There is not much scope for the yuan to further depreciate, experts said.

The yuan still performed relatively robustly in comparison with other non-dollar currencies in May. It weakened 2.5 percent against the dollar, less than the euro (down about 2.7 percent) or the yen (down about 3.2 percent), according to media reports.

There is no basis for a continued depreciation of the yuan, and it will rise again above 7 per dollar, Yang said.

Not only is there no sign of capital flight, global investors have continued to bet on the Chinese market, Sun noted.

JPMorgan Chase kicked off its three-day JPMorgan Global China Summit in Shanghai on Wednesday. CEO Jamie Dimon made his first visit to China in four years and he said that the company "will be in China in both good and bad times," according to Bloomberg.
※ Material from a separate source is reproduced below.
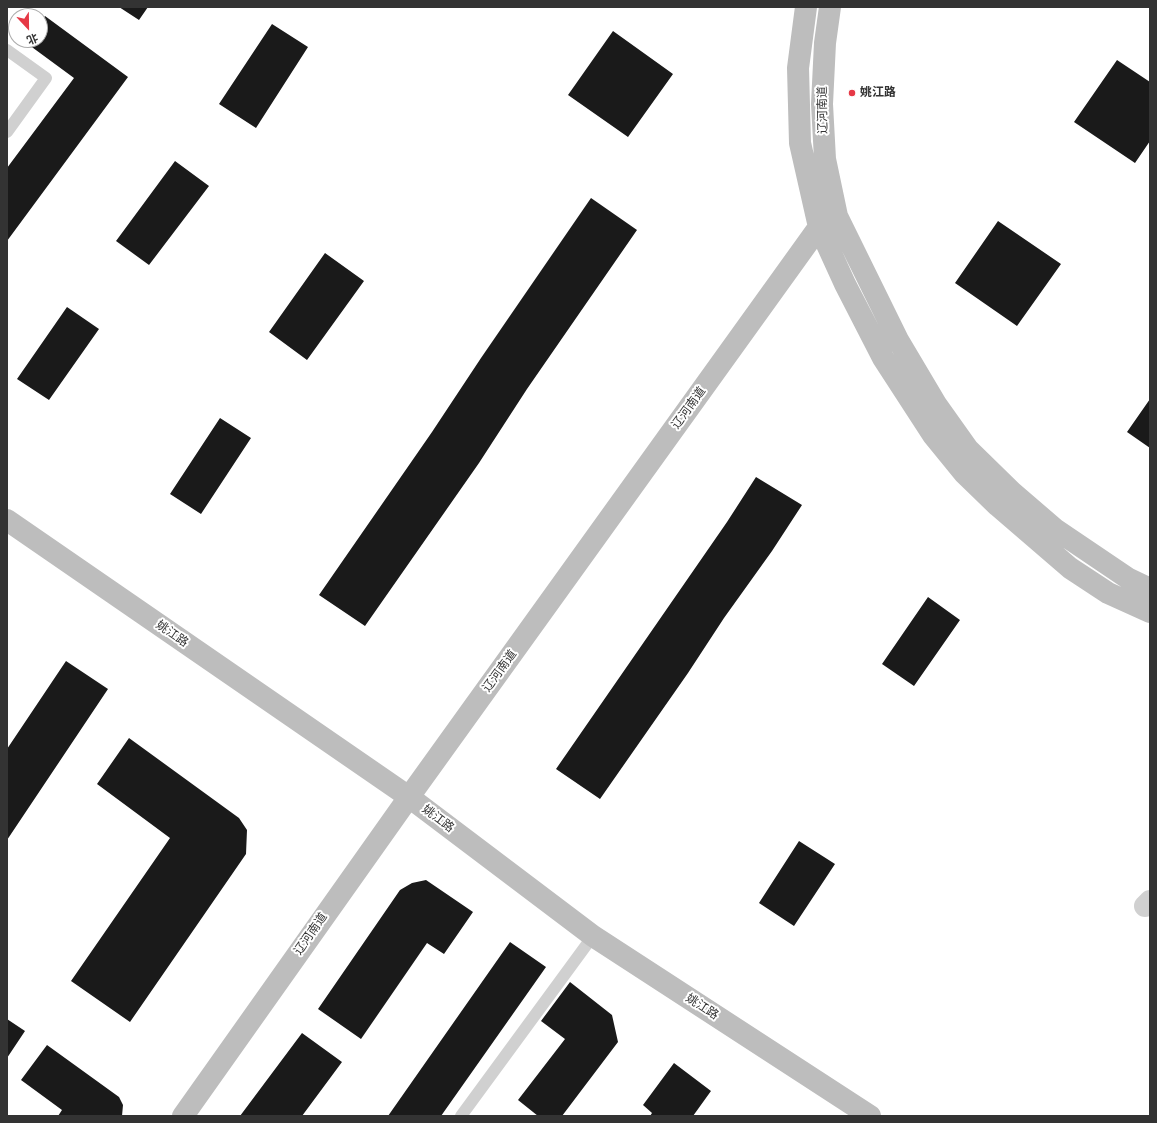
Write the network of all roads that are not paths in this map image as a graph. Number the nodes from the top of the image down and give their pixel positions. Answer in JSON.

The summit attracted more than 2,600 participants from 37 countries and regions. Among them were some of the most influential investors in China and abroad, as well as representatives of companies whose market value totaled $4.5 trillion, including Starbucks and Pfizer.

Tesla founder and CEO Elon Musk concluded a 44-hour whirlwind visit to China on Thursday, stressing that the company objects to "decoupling" and is willing to further expand its capacity in China.

The capital market has seen a similar trend, with overseas money "buying at the bottom" and increasing their positions in China's A-share market since April, including funds managed by JPMorgan, Schroeder, Fidelity Fund and others, media reports said, partly due to the yuan's latest depreciation.

The breadth and depth of China's foreign exchange market has been expanding day by day, and it is self-balancing. The yuan's exchange rate also self-corrects, and can maintain basic stability at a reasonable and balanced level, according to a statement by the People's Bank of China (PBC), the country's central bank, on May 18.

The PBC and the State Administration of Foreign Exchange will enhance supervision, management, monitoring and analysis, strengthen guidance on market expectations, correct pro-cyclical and unilateral behavior when necessary, and curb speculation, the statement said.

It also vowed to improve hedging services for enterprises, reduce hedging costs for micro-sized, small and medium-sized enterprises, and better serve the country's real economy.